‘Reclaiming Our Narrative’: A Photovoice Project Exploring Controlling Images, Self-Definitions, and Community Empowerment with Muslim Women in Britain

  • Hanna Akalu

Student thesis: Doctoral ThesisDoctor of Philosophy (PhD)

Abstract

In parallel with the rise of gendered Islamophobia and its consequences for the lives of Muslim women, the emergence of positive images of hijab wearing women in the Western media and modest fashion industries has generated competing discourses of this group as oppressed and representing cultural threats on the one hand, and as fashionable and stereotype breaking on the other. To understand how these competing images and discourses contribute to Muslim women’s identity negotiations, this thesis uses an intersectional Black feminist framework to explore the perspectives and experiences of a diverse group of British Muslim women. Making an original contribution to knowledge, this work examines some of the existing and evolving controlling images of Muslim women archetypes as depicted within Western dominant discourse. Using a Participatory Action Research (PAR) approach, this study aims to disrupt power imbalances within research and to create conditions in which these women’s knowledge, expertise, and social justice activism can be used to promote social change. Through focus groups, individual interviews, and the planning, development, and execution of a visual-methods (photovoice) project, sixteen British Muslim women worked collaboratively to visually document new self-definitions and understandings of their individual and collective hopes, concerns, and strengths, within the aim of reclaiming our narratives.

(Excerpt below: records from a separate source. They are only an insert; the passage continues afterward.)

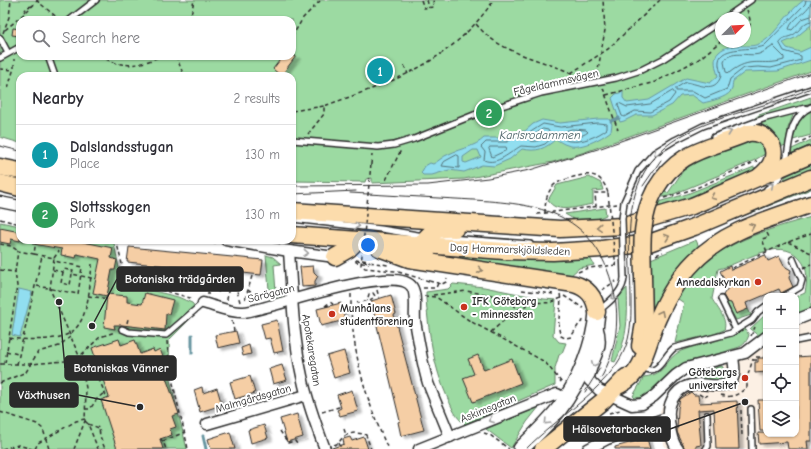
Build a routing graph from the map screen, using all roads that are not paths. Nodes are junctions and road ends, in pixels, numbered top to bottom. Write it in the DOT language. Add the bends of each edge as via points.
graph roads {
  1 [pos="96,0"];
  2 [pos="751,0"];
  3 [pos="734,12"];
  4 [pos="75,16"];
  5 [pos="715,25"];
  6 [pos="0,38"];
  7 [pos="16,49"];
  8 [pos="9,53"];
  9 [pos="0,58"];
  10 [pos="49,60"];
  11 [pos="54,72"];
  12 [pos="811,89"];
  13 [pos="811,107"];
  14 [pos="296,140"];
  15 [pos="696,151"];
  16 [pos="811,155"];
  17 [pos="785,166"];
  18 [pos="0,167"];
  19 [pos="760,177"];
  20 [pos="0,178"];
  21 [pos="811,178"];
  22 [pos="15,182"];
  23 [pos="0,192"];
  24 [pos="0,202"];
  25 [pos="811,204"];
  26 [pos="16,205"];
  27 [pos="296,211"];
  28 [pos="296,219"];
  29 [pos="532,220"];
  30 [pos="702,225"];
  31 [pos="296,235"];
  32 [pos="358,240"];
  33 [pos="425,242"];
  34 [pos="238,244"];
  35 [pos="535,244"];
  36 [pos="550,245"];
  37 [pos="602,249"];
  38 [pos="289,251"];
  39 [pos="335,256"];
  40 [pos="793,259"];
  41 [pos="445,270"];
  42 [pos="789,293"];
  43 [pos="721,299"];
  44 [pos="292,300"];
  45 [pos="205,304"];
  46 [pos="763,308"];
  47 [pos="589,314"];
  48 [pos="811,314"];
  49 [pos="799,319"];
  50 [pos="122,329"];
  51 [pos="736,330"];
  52 [pos="811,338"];
  53 [pos="763,339"];
  54 [pos="799,340"];
  55 [pos="733,357"];
  56 [pos="638,365"];
  57 [pos="615,390"];
  58 [pos="306,394"];
  59 [pos="560,397"];
  60 [pos="751,409"];
  61 [pos="707,415"];
  62 [pos="669,417"];
  63 [pos="207,424"];
  64 [pos="450,437"];
  65 [pos="325,449"];
  66 [pos="419,449"];
  67 [pos="521,449"];
  68 [pos="543,449"];
  69 [pos="588,449"];
  70 [pos="678,449"];
  71 [pos="706,449"];
  72 [pos="752,449"];
  1 -- 4 [label="lane"];
  2 -- 3 [label="lane"];
  5 -- 14 [label="lane, Fågeldammsvägen" via="641,70 534,95 404,142 378,147"];
  6 -- 8 [label="lane"];
  7 -- 8 [label="lane"];
  8 -- 9 [label="lane"];
  10 -- 11 [label="lane"];
  12 -- 47 [label="lane, one-way, bridge" via="703,126 654,154 638,171 624,202 623,286 619,292"];
  15 -- 13 [label="lane, one-way" via="700,144 712,138 766,118"];
  13 -- 17 [label="lane" via="802,113 793,125"];
  15 -- 19 [label="main road" via="748,133 759,133 770,141 773,152 771,164"];
  15 -- 56 [label="main road, bridge" via="670,170 658,194 647,206 643,224 644,323"];
  16 -- 17 [label="main road, Dag Hammarskjöldsleden"];
  17 -- 19 [label="main road, Dag Hammarskjöldsleden"];
  30 -- 17 [label="lane, one-way" via="718,211 765,191 775,183"];
  18 -- 22 [label="main road"];
  19 -- 29 [label="main road, Dag Hammarskjöldsleden, one-way" via="692,206 624,226 560,229"];
  20 -- 22 [label="lane"];
  21 -- 30 [label="main road, Dag Hammarskjöldsleden"];
  22 -- 23 [label="main road"];
  24 -- 26 [label="street"];
  56 -- 25 [label="main road, one-way" via="668,298 681,277 710,247 732,234"];
  27 -- 29 [label="main road, Dag Hammarskjöldsleden"];
  28 -- 33 [label="lane, one-way" via="381,229"];
  29 -- 33 [label="main road" via="511,231 434,231"];
  37 -- 30 [label="main road, Dag Hammarskjöldsleden, one-way" via="649,243"];
  31 -- 32 [label="main road, Dag Hammarskjöldsleden"];
  32 -- 33 [label="main road, Dag Hammarskjöldsleden"];
  32 -- 39 [label="main road" via="349,249"];
  32 -- 41 [label="main road"];
  33 -- 35 [label="lane"];
  33 -- 37 [label="main road, Dag Hammarskjöldsleden" via="553,252"];
  33 -- 41 [label="main road" via="425,252 429,258"];
  34 -- 38 [label="street"];
  36 -- 37 [label="lane"];
  38 -- 39 [label="street, one-way"];
  38 -- 44 [label="street, Apotekaregatan"];
  40 -- 42 [label="lane" via="802,280 800,287"];
  41 -- 47 [label="main road, one-way" via="574,284 583,287"];
  43 -- 51 [label="lane"];
  44 -- 45 [label="street, Särögatan" via="244,312"];
  44 -- 58 [label="street, Apotekaregatan"];
  44 -- 64 [label="street, Särögatan" via="370,280 396,280 412,291 422,360"];
  45 -- 50 [label="lane" via="166,335 129,332"];
  46 -- 51 [label="lane" via="752,320"];
  47 -- 57 [label="street, one-way" via="601,340 589,380 599,390"];
  47 -- 59 [label="main road" via="592,346"];
  48 -- 49 [label="street"];
  51 -- 56 [label="lane" via="721,337 674,348 655,370"];
  52 -- 54 [label="lane"];
  53 -- 55 [label="street" via="745,353"];
  55 -- 57 [label="street" via="686,368 642,404 632,404"];
  55 -- 62 [label="street" via="734,372 729,383 696,384 682,389 674,394"];
  56 -- 57 [label="main road"];
  57 -- 68 [label="main road"];
  58 -- 63 [label="street, Malmgårdsgatan"];
  58 -- 65 [label="street, Apotekaregatan"];
  59 -- 64 [label="street, Askimsgatan, one-way"];
  59 -- 67 [label="main road, one-way" via="552,418"];
  60 -- 72 [label="lane"];
  61 -- 71 [label="lane"];
  62 -- 69 [label="street" via="607,439"];
  62 -- 70 [label="street" via="671,434"];
  64 -- 66 [label="street, Askimsgatan"];
}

The findings reveal how the intersecting identities and social positioning of these Muslim women contribute to a variety of needs, struggles, aspirations, and experiences of oppression. The three themes explore issues of Muslim women’s femininity, activism, diversity, and religious agency, as well as the various strategies used to resist Western stereotypes, racism, sexual objectification, and cultural forms of gendered oppression. The women’s individual stories, conflicting perspectives, and shared realities involved spaces for learning, critical consciousness, and group empowerment, as illustrated by a visual exploration of their lives. The study concludes with the women’s intellectual development of self-definitions and counter-images, which challenges homogeneous assumptions and advances understandings of Muslim women’s agency, empowerment, and lives in Britain.
Date of Award2022
Original languageEnglish
Awarding Institution
  • Glasgow Caledonian University
SupervisorBipasha Ahmed (Supervisor), Ruth Marciniak (Supervisor), Ima Jackson (Supervisor) & Anne Chapman (Supervisor)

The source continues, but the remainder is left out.